YOUR INSTRUCTIONS =
Filter these entries down to lines holding "Please".
++++ EXTRACTED MATERIAL
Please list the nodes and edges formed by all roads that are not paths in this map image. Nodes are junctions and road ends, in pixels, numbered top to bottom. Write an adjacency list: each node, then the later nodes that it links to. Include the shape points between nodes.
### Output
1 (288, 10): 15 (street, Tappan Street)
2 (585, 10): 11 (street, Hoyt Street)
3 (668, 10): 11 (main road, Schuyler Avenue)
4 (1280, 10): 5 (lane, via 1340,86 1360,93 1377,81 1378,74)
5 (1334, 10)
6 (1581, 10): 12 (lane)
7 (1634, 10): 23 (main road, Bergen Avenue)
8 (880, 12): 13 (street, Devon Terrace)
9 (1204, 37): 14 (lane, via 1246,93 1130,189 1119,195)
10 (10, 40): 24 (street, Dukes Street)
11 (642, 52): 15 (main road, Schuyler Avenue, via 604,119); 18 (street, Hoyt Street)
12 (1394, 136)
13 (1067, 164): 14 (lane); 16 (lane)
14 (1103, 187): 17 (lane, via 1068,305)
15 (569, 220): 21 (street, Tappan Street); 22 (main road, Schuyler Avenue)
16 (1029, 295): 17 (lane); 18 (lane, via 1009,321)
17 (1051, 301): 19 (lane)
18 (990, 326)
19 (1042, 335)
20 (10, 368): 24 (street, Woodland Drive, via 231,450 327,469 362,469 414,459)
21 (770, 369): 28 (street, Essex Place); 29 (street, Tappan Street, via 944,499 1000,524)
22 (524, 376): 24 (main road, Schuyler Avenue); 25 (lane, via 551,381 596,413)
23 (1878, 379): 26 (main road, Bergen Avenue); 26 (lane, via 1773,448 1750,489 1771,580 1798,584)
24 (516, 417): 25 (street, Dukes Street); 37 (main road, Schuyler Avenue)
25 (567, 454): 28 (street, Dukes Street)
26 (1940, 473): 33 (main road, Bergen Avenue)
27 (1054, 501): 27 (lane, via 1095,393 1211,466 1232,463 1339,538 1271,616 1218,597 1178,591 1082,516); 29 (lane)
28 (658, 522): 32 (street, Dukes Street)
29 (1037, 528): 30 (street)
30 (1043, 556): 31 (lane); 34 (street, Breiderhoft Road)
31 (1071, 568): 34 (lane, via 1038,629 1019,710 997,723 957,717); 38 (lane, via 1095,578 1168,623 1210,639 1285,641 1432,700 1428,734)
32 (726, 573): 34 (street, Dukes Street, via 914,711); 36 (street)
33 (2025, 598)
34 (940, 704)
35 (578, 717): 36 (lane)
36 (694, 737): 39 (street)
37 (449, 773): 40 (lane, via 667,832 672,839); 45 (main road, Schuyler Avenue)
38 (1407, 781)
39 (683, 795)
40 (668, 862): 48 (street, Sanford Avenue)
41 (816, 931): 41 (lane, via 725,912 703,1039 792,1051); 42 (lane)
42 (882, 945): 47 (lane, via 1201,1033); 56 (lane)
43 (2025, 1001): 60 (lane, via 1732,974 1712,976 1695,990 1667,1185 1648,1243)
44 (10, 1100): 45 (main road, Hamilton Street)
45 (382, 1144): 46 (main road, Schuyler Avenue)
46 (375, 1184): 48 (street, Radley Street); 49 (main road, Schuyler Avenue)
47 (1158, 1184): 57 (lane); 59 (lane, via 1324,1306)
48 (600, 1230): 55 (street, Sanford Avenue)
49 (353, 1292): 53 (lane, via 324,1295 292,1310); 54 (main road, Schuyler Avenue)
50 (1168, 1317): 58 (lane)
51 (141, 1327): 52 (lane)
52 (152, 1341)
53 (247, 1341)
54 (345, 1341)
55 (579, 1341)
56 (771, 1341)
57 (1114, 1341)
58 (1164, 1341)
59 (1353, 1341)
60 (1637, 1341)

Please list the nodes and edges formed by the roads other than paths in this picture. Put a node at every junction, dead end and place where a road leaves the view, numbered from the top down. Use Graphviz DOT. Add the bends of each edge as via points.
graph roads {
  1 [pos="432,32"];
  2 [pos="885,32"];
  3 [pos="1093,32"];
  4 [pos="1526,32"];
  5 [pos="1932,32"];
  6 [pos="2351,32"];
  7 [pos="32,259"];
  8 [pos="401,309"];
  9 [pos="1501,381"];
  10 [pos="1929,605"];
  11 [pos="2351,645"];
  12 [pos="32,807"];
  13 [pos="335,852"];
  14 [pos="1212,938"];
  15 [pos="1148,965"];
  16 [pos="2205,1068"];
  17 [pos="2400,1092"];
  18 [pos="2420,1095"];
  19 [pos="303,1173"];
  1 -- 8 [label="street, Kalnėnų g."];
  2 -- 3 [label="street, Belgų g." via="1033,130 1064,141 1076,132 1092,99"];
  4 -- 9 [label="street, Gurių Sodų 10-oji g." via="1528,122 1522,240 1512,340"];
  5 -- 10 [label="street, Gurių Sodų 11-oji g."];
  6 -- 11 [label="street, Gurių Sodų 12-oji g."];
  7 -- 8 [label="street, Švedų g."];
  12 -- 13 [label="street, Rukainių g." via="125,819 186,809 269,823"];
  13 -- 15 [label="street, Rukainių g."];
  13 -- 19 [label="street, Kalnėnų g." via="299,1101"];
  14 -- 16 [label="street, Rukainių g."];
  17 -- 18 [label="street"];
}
++++++++
REPLY TO THE TASK =
Please list the nodes and edges formed by all roads that are not paths in this map image. Nodes are junctions and road ends, in pixels, numbered top to bottom. Write an adjacency list: each node, then the later nodes that it links to. Include the shape points between nodes.
Please list the nodes and edges formed by the roads other than paths in this picture. Put a node at every junction, dead end and place where a road leaves the view, numbered from the top down. Use Graphviz DOT. Add the bends of each edge as via points.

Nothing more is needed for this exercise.